== Source records ==

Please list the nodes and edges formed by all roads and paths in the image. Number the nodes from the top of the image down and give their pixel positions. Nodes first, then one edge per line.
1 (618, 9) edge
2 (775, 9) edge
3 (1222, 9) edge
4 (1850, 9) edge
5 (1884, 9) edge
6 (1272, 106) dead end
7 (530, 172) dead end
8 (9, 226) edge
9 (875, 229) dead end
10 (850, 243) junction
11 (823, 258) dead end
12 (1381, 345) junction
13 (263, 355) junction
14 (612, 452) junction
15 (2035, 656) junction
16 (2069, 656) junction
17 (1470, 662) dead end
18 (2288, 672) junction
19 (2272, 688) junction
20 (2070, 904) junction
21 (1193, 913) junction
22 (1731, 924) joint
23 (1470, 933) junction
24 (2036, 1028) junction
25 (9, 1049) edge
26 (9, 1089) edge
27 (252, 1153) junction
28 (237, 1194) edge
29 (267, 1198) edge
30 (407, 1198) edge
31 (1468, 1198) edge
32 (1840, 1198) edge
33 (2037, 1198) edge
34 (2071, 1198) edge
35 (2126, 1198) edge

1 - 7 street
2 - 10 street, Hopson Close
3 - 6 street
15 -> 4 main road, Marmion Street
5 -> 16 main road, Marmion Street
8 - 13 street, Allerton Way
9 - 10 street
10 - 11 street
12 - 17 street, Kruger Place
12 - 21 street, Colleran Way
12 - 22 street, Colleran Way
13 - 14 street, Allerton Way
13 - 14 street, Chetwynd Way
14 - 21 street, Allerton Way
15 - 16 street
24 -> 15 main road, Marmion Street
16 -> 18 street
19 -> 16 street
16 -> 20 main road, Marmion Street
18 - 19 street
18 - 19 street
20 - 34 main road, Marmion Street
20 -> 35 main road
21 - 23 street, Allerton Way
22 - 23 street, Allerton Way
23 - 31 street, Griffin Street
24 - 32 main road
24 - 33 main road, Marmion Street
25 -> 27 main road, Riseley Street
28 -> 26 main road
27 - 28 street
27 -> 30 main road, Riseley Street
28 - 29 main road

===

- **Activity**:
Transcribe the entire listing above.

- **Task response**:
Please list the nodes and edges formed by all roads and paths in the image. Number the nodes from the top of the image down and give their pixel positions. Nodes first, then one edge per line.
1 (618, 9) edge
2 (775, 9) edge
3 (1222, 9) edge
4 (1850, 9) edge
5 (1884, 9) edge
6 (1272, 106) dead end
7 (530, 172) dead end
8 (9, 226) edge
9 (875, 229) dead end
10 (850, 243) junction
11 (823, 258) dead end
12 (1381, 345) junction
13 (263, 355) junction
14 (612, 452) junction
15 (2035, 656) junction
16 (2069, 656) junction
17 (1470, 662) dead end
18 (2288, 672) junction
19 (2272, 688) junction
20 (2070, 904) junction
21 (1193, 913) junction
22 (1731, 924) joint
23 (1470, 933) junction
24 (2036, 1028) junction
25 (9, 1049) edge
26 (9, 1089) edge
27 (252, 1153) junction
28 (237, 1194) edge
29 (267, 1198) edge
30 (407, 1198) edge
31 (1468, 1198) edge
32 (1840, 1198) edge
33 (2037, 1198) edge
34 (2071, 1198) edge
35 (2126, 1198) edge

1 - 7 street
2 - 10 street, Hopson Close
3 - 6 street
15 -> 4 main road, Marmion Street
5 -> 16 main road, Marmion Street
8 - 13 street, Allerton Way
9 - 10 street
10 - 11 street
12 - 17 street, Kruger Place
12 - 21 street, Colleran Way
12 - 22 street, Colleran Way
13 - 14 street, Allerton Way
13 - 14 street, Chetwynd Way
14 - 21 street, Allerton Way
15 - 16 street
24 -> 15 main road, Marmion Street
16 -> 18 street
19 -> 16 street
16 -> 20 main road, Marmion Street
18 - 19 street
18 - 19 street
20 - 34 main road, Marmion Street
20 -> 35 main road
21 - 23 street, Allerton Way
22 - 23 street, Allerton Way
23 - 31 street, Griffin Street
24 - 32 main road
24 - 33 main road, Marmion Street
25 -> 27 main road, Riseley Street
28 -> 26 main road
27 - 28 street
27 -> 30 main road, Riseley Street
28 - 29 main road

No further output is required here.